CULTURAL OBSERVATIONS, PART 1
This is something that I try to do everywhere I go. I make note of all surprising cultural observations that I come across in my travels. As a disclaimer, these may not be 100 percent true, as many are broad generalizations, and some of these were told to me by various people I met along the way, so take them with a grain of salt.
- Many people in Mumbai eat street food instead of cooking at home because they leave home very early and come home very late at night.
- Many kitchens in Southern Indian homes have a device attached to the countertop that is used for scraping the inside of a coconut.
- Christian homes in India have shrines to Jesus in the living room.
- In Malayalam, the language spoken in Kerala, you address an elder family member or friend by their first name followed by “chachan” for men and “chaichi” for women.
- Indian people traditionally eat food with their hand, no matter how saucy it is.
- After the main course at a restaurant, you are served a bowl of warm water with a slice of lime or lemon. You wash your hands in the water and squeeze the lime/lemon juice onto your hands to get the smell of food off, especially onion and garlic.
- When I was in a restaurant and someone was celebrating a birthday, the song they played had the same tune as “happy birthday” but it started with the words, “let’s all sing the birthday song” followed by the usual words.
- On the back of many trucks, it says, “HORN OK PLEASE” in big letters.
- Diplomats, politicians, and high-ranking military personnel are driven in special cars with flags on the front center of the hood. If a passenger is not in the car, the flag is covered by a little sleeve.
- Cars are driven on the left side of the road and people tend to walk on the left side too.
- Indian drivers honk constantly, not out of anger or outrage, but just to indicate their presence to other drivers.
- Many traffic rules are routinely ignored, such as staying in one’s lane, signaling to change lanes, and stopping at red lights.
- The trunk of a car is called the “boot” and trucks are called “lorries”.
- People in Kerala shake their heads side to side when they talk. It serves the same purpose as a smile, indicating that everything is ok and that they understand.
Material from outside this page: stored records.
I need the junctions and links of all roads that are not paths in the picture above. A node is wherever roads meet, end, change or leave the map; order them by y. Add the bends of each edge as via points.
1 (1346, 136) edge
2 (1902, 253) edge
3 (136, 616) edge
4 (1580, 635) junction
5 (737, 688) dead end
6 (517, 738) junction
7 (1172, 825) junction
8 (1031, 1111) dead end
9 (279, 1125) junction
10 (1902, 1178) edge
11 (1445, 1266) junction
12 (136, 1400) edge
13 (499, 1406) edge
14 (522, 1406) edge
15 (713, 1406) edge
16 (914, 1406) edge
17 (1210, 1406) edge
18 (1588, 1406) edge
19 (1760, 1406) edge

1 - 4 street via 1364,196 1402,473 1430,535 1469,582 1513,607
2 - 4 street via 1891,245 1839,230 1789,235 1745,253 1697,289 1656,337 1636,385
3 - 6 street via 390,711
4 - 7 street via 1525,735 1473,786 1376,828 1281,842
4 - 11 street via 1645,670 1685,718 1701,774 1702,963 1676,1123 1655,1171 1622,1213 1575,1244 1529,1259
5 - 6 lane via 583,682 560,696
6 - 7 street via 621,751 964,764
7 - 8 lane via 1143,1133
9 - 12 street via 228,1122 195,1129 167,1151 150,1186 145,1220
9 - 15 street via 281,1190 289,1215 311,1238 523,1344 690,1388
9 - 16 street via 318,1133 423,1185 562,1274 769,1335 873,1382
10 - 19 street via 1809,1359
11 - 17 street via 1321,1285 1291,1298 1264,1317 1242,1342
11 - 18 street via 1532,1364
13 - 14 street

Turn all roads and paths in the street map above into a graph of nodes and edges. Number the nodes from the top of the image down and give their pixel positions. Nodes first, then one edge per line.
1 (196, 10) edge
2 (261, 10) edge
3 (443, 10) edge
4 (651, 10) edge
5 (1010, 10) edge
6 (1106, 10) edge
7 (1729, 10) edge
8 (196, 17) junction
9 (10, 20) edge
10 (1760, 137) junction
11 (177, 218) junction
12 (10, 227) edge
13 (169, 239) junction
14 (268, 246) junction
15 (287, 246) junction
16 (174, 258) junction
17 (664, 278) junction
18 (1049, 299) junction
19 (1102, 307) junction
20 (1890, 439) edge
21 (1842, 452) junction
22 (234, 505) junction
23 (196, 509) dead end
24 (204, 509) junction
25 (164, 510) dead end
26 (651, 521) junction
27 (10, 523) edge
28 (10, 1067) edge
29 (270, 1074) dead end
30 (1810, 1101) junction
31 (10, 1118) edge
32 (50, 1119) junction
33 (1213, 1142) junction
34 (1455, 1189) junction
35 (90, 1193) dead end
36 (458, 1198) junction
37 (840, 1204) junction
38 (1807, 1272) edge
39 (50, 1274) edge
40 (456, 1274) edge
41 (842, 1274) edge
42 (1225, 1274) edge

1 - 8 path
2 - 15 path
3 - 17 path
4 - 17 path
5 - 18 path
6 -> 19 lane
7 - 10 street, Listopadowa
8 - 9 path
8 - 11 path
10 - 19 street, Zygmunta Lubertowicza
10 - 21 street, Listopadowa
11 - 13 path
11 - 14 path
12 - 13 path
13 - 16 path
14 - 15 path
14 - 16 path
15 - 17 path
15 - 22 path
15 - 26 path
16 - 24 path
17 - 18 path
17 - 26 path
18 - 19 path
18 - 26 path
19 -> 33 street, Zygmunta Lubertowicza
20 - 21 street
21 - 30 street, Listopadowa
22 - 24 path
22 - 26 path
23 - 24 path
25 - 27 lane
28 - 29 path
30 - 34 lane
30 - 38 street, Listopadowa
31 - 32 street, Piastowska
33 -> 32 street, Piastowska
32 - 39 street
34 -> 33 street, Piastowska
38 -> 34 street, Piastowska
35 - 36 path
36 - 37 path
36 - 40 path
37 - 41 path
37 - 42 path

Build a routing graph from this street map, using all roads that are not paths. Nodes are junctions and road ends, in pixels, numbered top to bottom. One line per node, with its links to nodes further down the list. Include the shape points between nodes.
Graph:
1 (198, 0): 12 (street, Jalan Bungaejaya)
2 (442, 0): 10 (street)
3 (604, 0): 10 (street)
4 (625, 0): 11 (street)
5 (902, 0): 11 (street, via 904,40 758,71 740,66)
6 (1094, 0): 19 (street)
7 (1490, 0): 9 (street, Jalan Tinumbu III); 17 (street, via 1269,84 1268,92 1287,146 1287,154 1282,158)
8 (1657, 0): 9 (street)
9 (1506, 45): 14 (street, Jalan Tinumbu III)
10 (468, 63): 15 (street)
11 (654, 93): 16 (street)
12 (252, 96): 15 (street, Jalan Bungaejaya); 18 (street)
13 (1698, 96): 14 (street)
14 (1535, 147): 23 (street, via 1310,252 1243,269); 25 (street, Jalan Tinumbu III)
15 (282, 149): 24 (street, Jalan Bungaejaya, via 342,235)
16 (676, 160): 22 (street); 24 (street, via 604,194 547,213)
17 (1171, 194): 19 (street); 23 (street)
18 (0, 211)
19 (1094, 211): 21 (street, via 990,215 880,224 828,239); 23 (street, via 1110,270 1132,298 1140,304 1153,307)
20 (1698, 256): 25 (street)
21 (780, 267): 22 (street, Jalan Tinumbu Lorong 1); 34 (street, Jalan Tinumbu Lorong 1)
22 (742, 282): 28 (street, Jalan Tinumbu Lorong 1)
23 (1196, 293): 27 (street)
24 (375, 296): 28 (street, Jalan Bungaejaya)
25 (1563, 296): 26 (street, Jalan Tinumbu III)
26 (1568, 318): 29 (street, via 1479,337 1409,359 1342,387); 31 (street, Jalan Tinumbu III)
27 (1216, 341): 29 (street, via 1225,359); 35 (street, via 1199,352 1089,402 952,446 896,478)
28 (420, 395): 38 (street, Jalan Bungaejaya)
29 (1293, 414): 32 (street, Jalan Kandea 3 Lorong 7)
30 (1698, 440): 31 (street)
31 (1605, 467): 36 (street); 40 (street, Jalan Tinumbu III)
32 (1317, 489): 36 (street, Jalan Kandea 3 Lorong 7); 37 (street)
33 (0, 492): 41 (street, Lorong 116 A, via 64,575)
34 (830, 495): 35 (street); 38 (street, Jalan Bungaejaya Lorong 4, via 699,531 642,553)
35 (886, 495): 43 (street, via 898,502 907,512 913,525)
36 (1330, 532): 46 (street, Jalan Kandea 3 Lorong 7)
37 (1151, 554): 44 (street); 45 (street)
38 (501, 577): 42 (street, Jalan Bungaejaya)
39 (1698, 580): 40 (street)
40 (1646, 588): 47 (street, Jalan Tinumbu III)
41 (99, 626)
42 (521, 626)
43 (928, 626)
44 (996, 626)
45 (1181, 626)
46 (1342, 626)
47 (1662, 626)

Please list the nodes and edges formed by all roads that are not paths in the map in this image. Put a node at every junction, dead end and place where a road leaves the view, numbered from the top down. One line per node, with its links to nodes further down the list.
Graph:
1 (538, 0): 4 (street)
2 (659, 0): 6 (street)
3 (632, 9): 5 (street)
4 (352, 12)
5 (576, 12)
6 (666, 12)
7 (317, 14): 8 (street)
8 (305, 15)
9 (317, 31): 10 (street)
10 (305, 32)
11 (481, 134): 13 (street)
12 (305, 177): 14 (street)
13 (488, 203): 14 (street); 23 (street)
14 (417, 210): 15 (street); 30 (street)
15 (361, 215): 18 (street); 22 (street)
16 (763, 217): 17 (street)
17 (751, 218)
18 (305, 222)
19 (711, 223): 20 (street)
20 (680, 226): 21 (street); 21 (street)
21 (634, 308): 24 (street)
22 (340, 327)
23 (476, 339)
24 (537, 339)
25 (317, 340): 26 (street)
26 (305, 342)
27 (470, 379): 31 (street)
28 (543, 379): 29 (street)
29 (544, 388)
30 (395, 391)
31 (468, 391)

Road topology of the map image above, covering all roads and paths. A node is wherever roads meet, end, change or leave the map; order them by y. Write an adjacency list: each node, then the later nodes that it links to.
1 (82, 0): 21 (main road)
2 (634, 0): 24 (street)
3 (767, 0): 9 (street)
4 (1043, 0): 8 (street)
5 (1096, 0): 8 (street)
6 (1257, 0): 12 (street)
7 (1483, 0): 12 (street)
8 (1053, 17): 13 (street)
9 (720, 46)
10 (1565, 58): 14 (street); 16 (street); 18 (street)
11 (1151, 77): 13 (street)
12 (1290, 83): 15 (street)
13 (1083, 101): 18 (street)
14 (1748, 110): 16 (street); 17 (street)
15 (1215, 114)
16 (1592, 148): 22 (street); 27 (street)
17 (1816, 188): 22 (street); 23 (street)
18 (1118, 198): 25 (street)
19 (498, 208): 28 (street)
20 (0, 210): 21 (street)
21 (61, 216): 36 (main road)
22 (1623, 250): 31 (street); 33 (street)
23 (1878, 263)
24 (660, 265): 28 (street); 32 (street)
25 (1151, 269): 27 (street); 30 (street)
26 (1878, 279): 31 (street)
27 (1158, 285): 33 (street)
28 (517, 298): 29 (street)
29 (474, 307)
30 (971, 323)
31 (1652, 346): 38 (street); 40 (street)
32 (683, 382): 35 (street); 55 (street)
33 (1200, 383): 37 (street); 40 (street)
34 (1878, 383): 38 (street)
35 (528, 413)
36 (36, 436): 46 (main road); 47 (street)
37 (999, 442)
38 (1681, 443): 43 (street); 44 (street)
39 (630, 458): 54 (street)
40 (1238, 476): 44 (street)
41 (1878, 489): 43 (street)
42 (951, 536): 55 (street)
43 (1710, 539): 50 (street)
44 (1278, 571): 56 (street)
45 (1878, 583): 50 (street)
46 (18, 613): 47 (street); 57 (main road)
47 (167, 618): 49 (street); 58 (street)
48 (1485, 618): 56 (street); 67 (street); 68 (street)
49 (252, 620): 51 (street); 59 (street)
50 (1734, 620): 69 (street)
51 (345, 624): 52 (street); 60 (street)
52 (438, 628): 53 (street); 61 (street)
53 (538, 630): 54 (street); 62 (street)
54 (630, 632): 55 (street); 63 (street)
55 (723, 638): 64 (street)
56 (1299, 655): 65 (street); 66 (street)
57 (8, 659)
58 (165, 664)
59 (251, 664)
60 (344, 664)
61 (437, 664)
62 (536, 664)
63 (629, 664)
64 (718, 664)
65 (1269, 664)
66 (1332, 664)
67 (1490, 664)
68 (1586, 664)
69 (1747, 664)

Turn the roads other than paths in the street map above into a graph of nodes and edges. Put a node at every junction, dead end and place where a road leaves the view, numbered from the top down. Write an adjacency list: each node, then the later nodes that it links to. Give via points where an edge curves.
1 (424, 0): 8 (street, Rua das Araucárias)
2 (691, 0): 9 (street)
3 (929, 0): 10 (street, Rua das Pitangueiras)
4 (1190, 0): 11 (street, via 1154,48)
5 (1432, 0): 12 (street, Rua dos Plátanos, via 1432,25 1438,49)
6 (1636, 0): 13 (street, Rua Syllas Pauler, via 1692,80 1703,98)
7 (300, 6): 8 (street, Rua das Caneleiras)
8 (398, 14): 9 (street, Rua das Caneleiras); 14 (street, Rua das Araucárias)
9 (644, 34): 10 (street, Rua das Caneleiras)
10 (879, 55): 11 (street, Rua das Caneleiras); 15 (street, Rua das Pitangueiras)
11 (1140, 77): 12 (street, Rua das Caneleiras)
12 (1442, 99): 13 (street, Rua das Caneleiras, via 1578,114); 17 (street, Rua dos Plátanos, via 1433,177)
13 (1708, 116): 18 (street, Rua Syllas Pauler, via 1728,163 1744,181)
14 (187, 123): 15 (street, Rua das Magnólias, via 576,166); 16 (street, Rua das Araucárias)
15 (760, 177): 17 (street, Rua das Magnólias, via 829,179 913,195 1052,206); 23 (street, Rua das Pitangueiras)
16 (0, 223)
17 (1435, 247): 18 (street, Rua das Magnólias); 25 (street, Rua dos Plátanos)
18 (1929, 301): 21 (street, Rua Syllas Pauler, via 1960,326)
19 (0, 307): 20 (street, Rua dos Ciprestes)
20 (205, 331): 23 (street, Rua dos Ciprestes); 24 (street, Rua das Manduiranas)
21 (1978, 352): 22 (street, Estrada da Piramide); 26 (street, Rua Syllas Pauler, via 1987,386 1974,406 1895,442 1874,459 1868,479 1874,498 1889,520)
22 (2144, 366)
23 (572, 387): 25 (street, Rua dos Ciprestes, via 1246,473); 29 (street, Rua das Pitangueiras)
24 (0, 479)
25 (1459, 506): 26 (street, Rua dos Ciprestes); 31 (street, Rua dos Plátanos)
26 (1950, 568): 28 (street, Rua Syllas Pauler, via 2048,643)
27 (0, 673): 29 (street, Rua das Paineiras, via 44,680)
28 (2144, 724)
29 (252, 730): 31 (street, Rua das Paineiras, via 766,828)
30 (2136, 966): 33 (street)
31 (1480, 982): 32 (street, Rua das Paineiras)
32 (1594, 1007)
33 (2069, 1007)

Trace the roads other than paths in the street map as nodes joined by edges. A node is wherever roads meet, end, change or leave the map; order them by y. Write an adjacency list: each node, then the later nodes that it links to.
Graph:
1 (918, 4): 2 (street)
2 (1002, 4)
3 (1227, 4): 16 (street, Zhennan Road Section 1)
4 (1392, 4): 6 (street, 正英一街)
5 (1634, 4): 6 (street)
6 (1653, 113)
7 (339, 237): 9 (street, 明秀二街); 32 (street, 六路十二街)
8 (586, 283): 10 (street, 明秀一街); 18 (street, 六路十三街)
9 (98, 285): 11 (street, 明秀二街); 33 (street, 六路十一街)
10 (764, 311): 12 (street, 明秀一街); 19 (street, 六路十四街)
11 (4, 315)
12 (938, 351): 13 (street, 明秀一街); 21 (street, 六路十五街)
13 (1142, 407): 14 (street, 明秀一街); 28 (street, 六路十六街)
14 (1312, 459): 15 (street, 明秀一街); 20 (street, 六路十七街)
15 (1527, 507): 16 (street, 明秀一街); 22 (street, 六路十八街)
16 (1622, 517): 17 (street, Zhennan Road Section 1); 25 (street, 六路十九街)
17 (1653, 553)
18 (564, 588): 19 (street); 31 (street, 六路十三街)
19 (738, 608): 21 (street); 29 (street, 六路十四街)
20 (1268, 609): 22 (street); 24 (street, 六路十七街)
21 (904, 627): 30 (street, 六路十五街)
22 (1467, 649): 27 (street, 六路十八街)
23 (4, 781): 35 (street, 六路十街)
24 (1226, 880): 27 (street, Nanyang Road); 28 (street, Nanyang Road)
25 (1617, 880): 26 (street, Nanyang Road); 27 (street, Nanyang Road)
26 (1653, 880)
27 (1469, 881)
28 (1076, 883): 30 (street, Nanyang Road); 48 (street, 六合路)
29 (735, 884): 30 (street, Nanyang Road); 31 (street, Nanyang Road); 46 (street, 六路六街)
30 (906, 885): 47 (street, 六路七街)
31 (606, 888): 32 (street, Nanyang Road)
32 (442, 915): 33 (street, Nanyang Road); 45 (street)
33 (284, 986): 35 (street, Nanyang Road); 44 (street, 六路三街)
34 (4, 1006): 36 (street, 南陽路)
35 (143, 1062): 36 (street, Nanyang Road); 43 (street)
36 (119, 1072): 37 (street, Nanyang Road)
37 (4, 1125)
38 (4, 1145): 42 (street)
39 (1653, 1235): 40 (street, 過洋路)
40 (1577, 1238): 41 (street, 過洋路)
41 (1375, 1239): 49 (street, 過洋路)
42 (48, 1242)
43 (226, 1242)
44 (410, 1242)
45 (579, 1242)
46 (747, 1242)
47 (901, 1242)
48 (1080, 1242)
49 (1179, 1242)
Sometimes this shaking is a response or greeting, accompanied by no words at all. People also do this elsewhere in India this but it does not seem as pronounced.
- In Kerala, many towns have Christian shrines in the form of tall towers with statues of saints inside them, behind glass.
- In the South, Indian men traditionally wear a long skirt-like piece of clothing called a lungi, and a white and gold one for formal occasions.